A primeira vez que Rafael falou sobre a fantasia foi numa noite em que eles estavam bebendo vinho barato na varanda. Ele estava excitado, olhos brilhando de um jeito que ela não via há anos.
— Imagina se você fosse desejada assim… tanto que pagassem por você. Por uma hora só da sua buceta, do seu corpo. Eu assistiria. Ficaria louco de tesão vendo outro homem te possuir.
Fernanda sentiu um frio na barriga. Vergonha imediata, como se ele tivesse lido o diário secreto dela. Porque, no fundo, ela já se masturbava pensando em ser olhada, em ser usada, em ser algo além da “esposa perfeita”. Mas admitir isso em voz alta era aterrorizante.
— Você me ama mesmo, Rafael? Ou só quer me ver como uma puta?
Ele segurou o rosto dela, beijou devagar.
— Eu te amo tanto que quero te ver livre. Quero te ver gozando sem culpa. E quero ser o único que sabe o quanto você é safada por dentro.
As palavras dele entraram como veneno doce. Nos dias seguintes, Fernanda se pegava olhando para estranhos na rua, imaginando: “E se ele pagasse? E se eu dissesse sim?” O tesão vinha misturado com culpa — culpa por trair o casamento, culpa por gostar da ideia, culpa por sentir o corpo responder só de pensar no dinheiro na mão.
Quando Rafael mostrou o perfil que criou, ela chorou. Não de tristeza, mas de sobrecarga emocional. Medo de perder o controle, medo de que ele a visse diferente depois. Mas também um alívio estranho: finalmente alguém via o desejo que ela escondia até de si mesma.
— Só uma vez — sussurrou ela, voz tremendo. — Se eu odiar, a gente para pra sempre.
A noite do primeiro programa foi um turbilhão. No carro, rumo ao motel, ela segurava a bolsa com força, unhas cravadas na palma. Rafael dirigia em silêncio, mas a mão dele no joelho dela tremia de excitação.
— Você tá linda — disse ele, olhando de lado. — Tá com medo?
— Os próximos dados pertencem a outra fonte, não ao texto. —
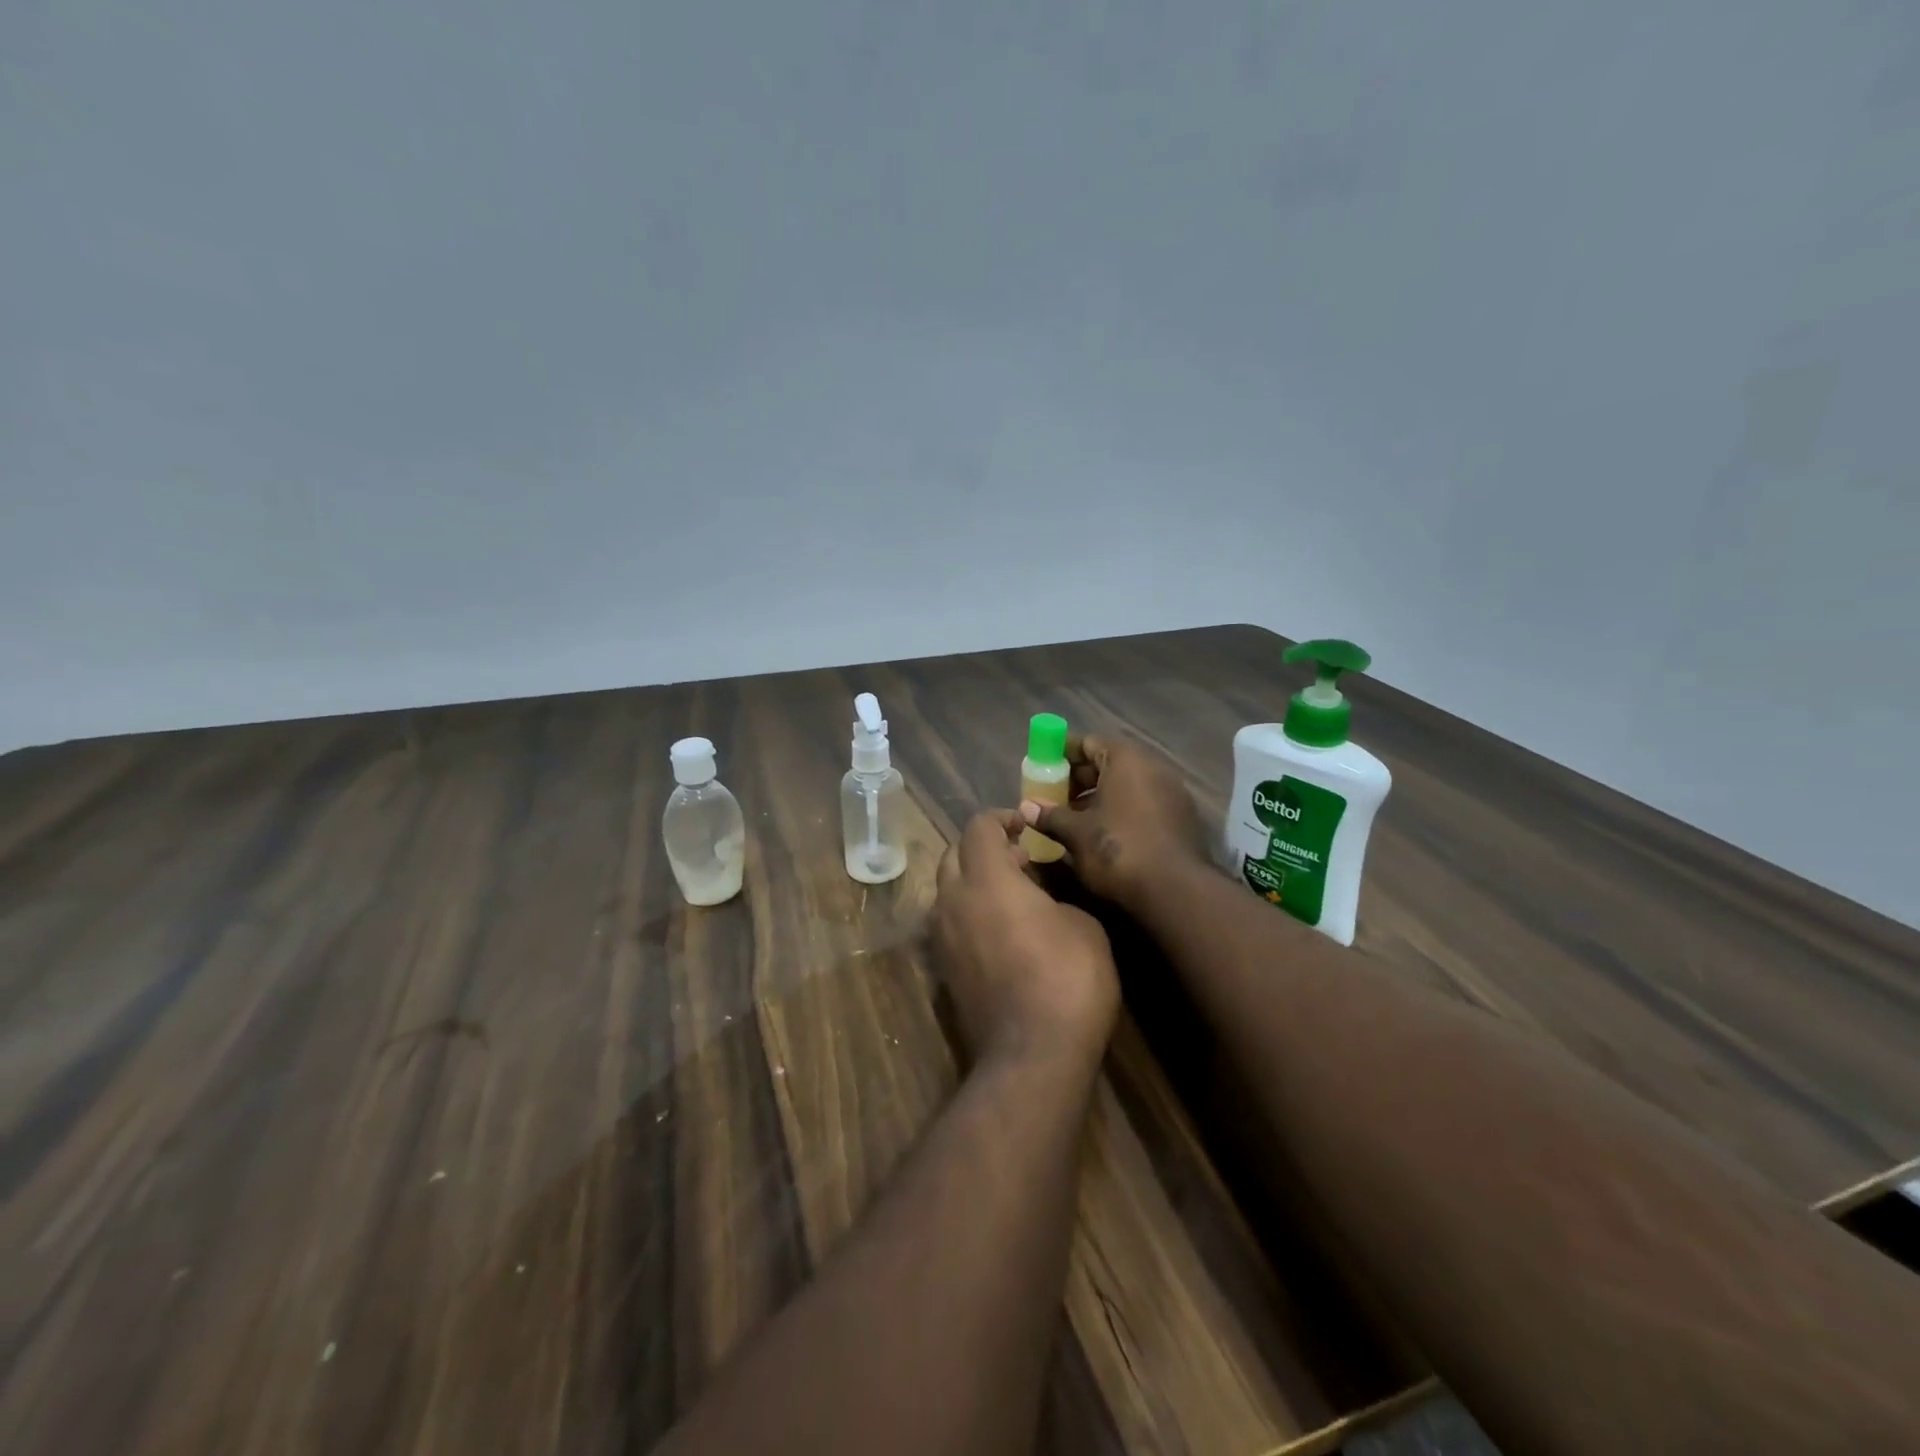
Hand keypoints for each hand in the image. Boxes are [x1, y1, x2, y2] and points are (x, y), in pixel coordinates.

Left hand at [930, 811, 1119, 1070]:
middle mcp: (953, 900)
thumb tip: (1037, 895)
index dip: (1002, 817)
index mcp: (986, 878)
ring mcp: (942, 937)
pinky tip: (1000, 928)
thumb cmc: (1067, 978)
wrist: (1032, 1054)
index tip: (1026, 825)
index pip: (978, 826)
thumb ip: (1053, 894)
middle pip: (953, 853)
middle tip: (1019, 855)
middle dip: (983, 846)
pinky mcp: (943, 969)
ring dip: (974, 879)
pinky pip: (949, 922)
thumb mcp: (1082, 924)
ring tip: (1011, 891)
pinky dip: (969, 911)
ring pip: (947, 889)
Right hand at [1020, 733, 1208, 909]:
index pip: (1088, 742)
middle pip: (1108, 762)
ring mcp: (1171, 792)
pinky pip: (1142, 802)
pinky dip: (1120, 810)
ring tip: (1072, 819)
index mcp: (1126, 759)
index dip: (1061, 754)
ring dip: (1098, 797)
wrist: (1175, 891)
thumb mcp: (1076, 833)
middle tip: (1053, 797)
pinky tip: (1101, 833)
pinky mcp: (1181, 817)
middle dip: (1078, 779)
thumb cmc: (1118, 850)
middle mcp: (1153, 766)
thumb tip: (1025, 809)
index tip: (1041, 768)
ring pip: (1126, 785)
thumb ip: (1050, 816)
— Tô apavorada — admitiu ela, lágrimas nos olhos. — Mas também tô molhada só de pensar. Isso me faz uma pessoa horrível?
— Não. Faz você humana. Faz você minha.
No quarto, quando o cliente entrou, um homem de meia-idade com terno caro e olhar faminto, Fernanda sentiu o coração disparar como se fosse explodir. Ele colocou as notas na mesinha — oito notas de cem, alinhadas como soldados. Ela olhou para o dinheiro e sentiu uma onda de poder misturada com humilhação. Era real. Ela era real. Uma mulher que vendia o corpo.
— Boa noite — disse ela, voz baixa, tentando soar profissional, mas saindo trêmula.
O homem sorriu. Tocou o rosto dela com cuidado, como se soubesse que era a primeira vez.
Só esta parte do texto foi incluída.